HK debates air quality as smog covers city

Hong Kong's famous skyline was engulfed in smog Monday, with residents urged to stay indoors.
AFP

This photo combo shows (top) tourists visiting a Kowloon promenade in front of Victoria Harbour as smog engulfs the Hong Kong skyline in the background on January 22, 2018 and (bottom) tourists posing in front of Victoria Harbour and a clear view of the Hong Kong skyline in the background in a file photo taken on June 24, 2016. Hong Kong's famous skyline was engulfed in smog on January 22, with residents urged to stay indoors.

HONG Kong’s famous skyline was engulfed in smog yesterday and residents were urged to stay indoors.

The winter months regularly bring worse air quality to Hong Kong and other parts of the region due to wind direction and weather conditions.

But as acrid air shrouded the city’s skyscrapers, harbor and surrounding hills, residents said they were afraid for their health.

“It feels stuffy and airless. It’s more difficult to breathe,” said Elsa Choi, 32. “I’m not sure if masks could filter out (the particles). I won’t go outside as much.”

The air quality in Hong Kong was categorized as “unhealthy” on the World Air Quality Index.

Readings of damaging fine particles known as PM 2.5 hit an average concentration of 198 micrograms per cubic meter.

The World Health Organization recommends a maximum average exposure of 25 micrograms per cubic meter in a 24-hour period.

In Beijing, where pollution has reached hazardous levels in the past, the average reading was 25, categorized as “good.”

The government said that pollution in Hong Kong was higher than normal and that the risk to health was “very high,” as it warned residents to avoid outdoor activities.

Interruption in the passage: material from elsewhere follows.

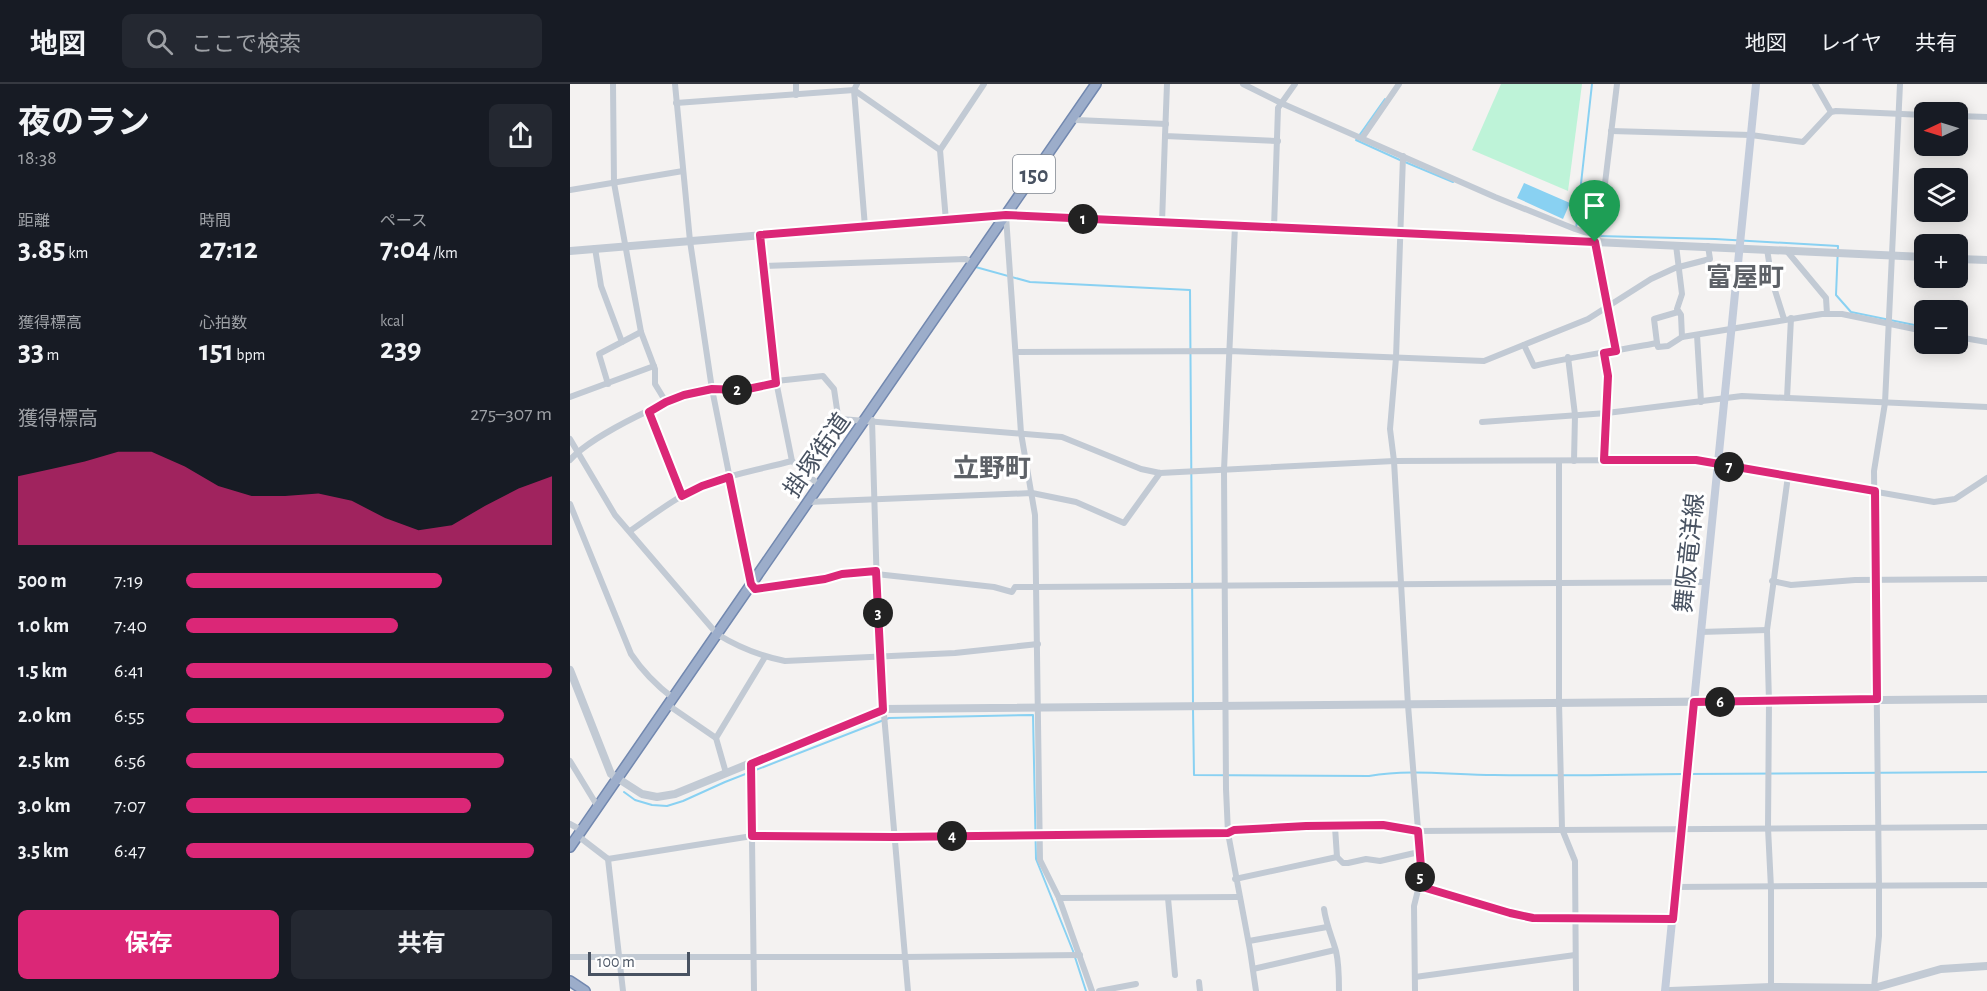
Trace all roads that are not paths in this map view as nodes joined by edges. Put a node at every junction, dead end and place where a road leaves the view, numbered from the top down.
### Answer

Schools were urged to take “appropriate measures” to safeguard students’ health.

The environment bureau blamed the smog on a mix of light winds, preventing dispersion of pollutants, and sunshine which it said worsens the problem. But campaigners said authorities should not simply look to the weather.

“We know that there is a weather factor but we also know that roadside air pollution comes from traffic,” said Patrick Fung of NGO Clean Air Network, who said there should be traffic controls on high pollution days.

A clean air plan was introduced in 2013, and the environment bureau has said roadside pollutants have dropped by up to 74 percent in the past 20 years. But the number of days where pollution readings were categorized as a high health risk in 2017 was almost double the number in 2016, according to statistics, although it was an improvement on 2014 and 2015.